- TASK TO COMPLETE -
Your task is to repeat the data exactly, every line of it.

[DATASET CONTENT — start]

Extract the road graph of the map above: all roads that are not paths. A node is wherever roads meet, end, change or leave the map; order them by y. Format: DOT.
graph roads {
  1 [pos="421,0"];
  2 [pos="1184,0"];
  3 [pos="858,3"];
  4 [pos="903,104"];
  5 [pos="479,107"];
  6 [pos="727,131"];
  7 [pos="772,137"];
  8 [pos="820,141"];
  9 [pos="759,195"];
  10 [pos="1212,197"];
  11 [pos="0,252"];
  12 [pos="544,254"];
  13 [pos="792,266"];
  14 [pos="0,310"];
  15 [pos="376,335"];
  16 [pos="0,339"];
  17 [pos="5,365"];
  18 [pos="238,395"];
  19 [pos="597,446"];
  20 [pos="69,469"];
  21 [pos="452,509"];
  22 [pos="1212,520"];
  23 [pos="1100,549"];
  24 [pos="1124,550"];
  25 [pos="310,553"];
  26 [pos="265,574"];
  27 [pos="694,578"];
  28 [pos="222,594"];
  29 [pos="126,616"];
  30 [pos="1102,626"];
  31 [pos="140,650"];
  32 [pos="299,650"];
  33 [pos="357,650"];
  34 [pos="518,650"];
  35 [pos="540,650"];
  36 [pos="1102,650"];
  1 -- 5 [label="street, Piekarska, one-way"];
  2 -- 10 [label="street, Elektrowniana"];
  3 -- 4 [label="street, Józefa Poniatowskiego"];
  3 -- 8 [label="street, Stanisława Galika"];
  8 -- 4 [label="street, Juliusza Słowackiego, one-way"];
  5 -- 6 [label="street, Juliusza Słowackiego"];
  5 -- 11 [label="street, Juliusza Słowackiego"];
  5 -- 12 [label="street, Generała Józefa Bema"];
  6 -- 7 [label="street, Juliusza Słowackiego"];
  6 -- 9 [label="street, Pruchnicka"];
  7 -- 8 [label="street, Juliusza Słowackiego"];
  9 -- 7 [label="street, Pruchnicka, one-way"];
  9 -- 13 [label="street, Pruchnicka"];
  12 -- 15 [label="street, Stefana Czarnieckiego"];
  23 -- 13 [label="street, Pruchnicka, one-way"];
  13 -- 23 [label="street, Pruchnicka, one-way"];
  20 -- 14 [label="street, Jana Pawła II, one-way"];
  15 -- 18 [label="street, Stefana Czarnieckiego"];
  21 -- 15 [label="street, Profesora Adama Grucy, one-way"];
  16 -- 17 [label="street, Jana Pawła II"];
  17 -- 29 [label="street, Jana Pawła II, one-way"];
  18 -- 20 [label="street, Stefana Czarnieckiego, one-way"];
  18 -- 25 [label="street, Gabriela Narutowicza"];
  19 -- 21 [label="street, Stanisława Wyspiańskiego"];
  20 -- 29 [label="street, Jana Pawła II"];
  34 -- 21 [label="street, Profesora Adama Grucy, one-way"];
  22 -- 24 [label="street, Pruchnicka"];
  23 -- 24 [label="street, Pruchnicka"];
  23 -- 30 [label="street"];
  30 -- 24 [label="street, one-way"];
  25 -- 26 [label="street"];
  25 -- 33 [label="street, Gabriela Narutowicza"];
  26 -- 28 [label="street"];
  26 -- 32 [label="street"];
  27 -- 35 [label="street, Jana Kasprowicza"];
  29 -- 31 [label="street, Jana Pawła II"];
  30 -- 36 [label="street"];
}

[DATASET CONTENT — finish]

- RESPONSE TO THE TASK -
Extract the road graph of the map above: all roads that are not paths. A node is wherever roads meet, end, change or leave the map; order them by y. Format: DOT.
graph roads {
  1 [pos="421,0"];
  2 [pos="1184,0"];
  3 [pos="858,3"];
  4 [pos="903,104"];
  5 [pos="479,107"];
  6 [pos="727,131"];
  7 [pos="772,137"];
  8 [pos="820,141"];
  9 [pos="759,195"];
  10 [pos="1212,197"];
  11 [pos="0,252"];
  12 [pos="544,254"];
  13 [pos="792,266"];
  14 [pos="0,310"];
  15 [pos="376,335"];
  16 [pos="0,339"];
  17 [pos="5,365"];
  18 [pos="238,395"];
  19 [pos="597,446"];
  20 [pos="69,469"];
  21 [pos="452,509"];
  22 [pos="1212,520"];
  23 [pos="1100,549"];
  24 [pos="1124,550"];
  25 [pos="310,553"];
  26 [pos="265,574"];
  27 [pos="694,578"];
  28 [pos="222,594"];
  29 [pos="126,616"];
  30 [pos="1102,626"];
  31 [pos="140,650"];
  32 [pos="299,650"];
  33 [pos="357,650"];
  34 [pos="518,650"];
  35 [pos="540,650"];
  36 [pos="1102,650"];
  1 -- 5 [label="street, Piekarska, one-way"];
  2 -- 10 [label="street, Elektrowniana"];
  3 -- 4 [label="street, Józefa Poniatowskiego"];
  3 -- 8 [label="street, Stanisława Galika"];
  8 -- 4 [label="street, Juliusza Słowackiego, one-way"];
  5 -- 6 [label="street, Juliusza Słowackiego"];
  5 -- 11 [label="street, Juliusza Słowackiego"];
  5 -- 12 [label="street, Generała Józefa Bema"];
  6 -- 7 [label="street, Juliusza Słowackiego"];
  6 -- 9 [label="street, Pruchnicka"];
  7 -- 8 [label="street, Juliusza Słowackiego"];
  9 -- 7 [label="street, Pruchnicka, one-way"];
  9 -- 13 [label="street, Pruchnicka"];
  12 -- 15 [label="street, Stefana Czarnieckiego"];
  23 -- 13 [label="street, Pruchnicka, one-way"];
  13 -- 23 [label="street, Pruchnicka, one-way"];
  20 -- 14 [label="street, Jana Pawła II, one-way"];
  15 -- 18 [label="street, Stefana Czarnieckiego"];
  21 -- 15 [label="street, Profesora Adama Grucy, one-way"];
  16 -- 17 [label="street, Jana Pawła II"];
  17 -- 29 [label="street, Jana Pawła II, one-way"];
  18 -- 20 [label="street, Stefana Czarnieckiego, one-way"];
  18 -- 25 [label="street, Gabriela Narutowicza"];
  19 -- 21 [label="street, Stanisława Wyspiańskiego"];
  20 -- 29 [label="street, Jana Pawła II"];
  34 -- 21 [label="street, Profesora Adama Grucy, one-way"];
  22 -- 24 [label="street, Pruchnicka"];
  23 -- 24 [label="street, Pruchnicka"];
  23 -- 30 [label="street"];
  30 -- 24 [label="street, one-way"];
  25 -- 26 [label="street"];
  25 -- 33 [label="street, Gabriela Narutowicza"];
  26 -- 28 [label="street"];
  26 -- 32 [label="street"];
  27 -- 35 [label="street, Jana Kasprowicza"];
  29 -- 31 [label="street, Jana Pawła II"];
  30 -- 36 [label="street"];
}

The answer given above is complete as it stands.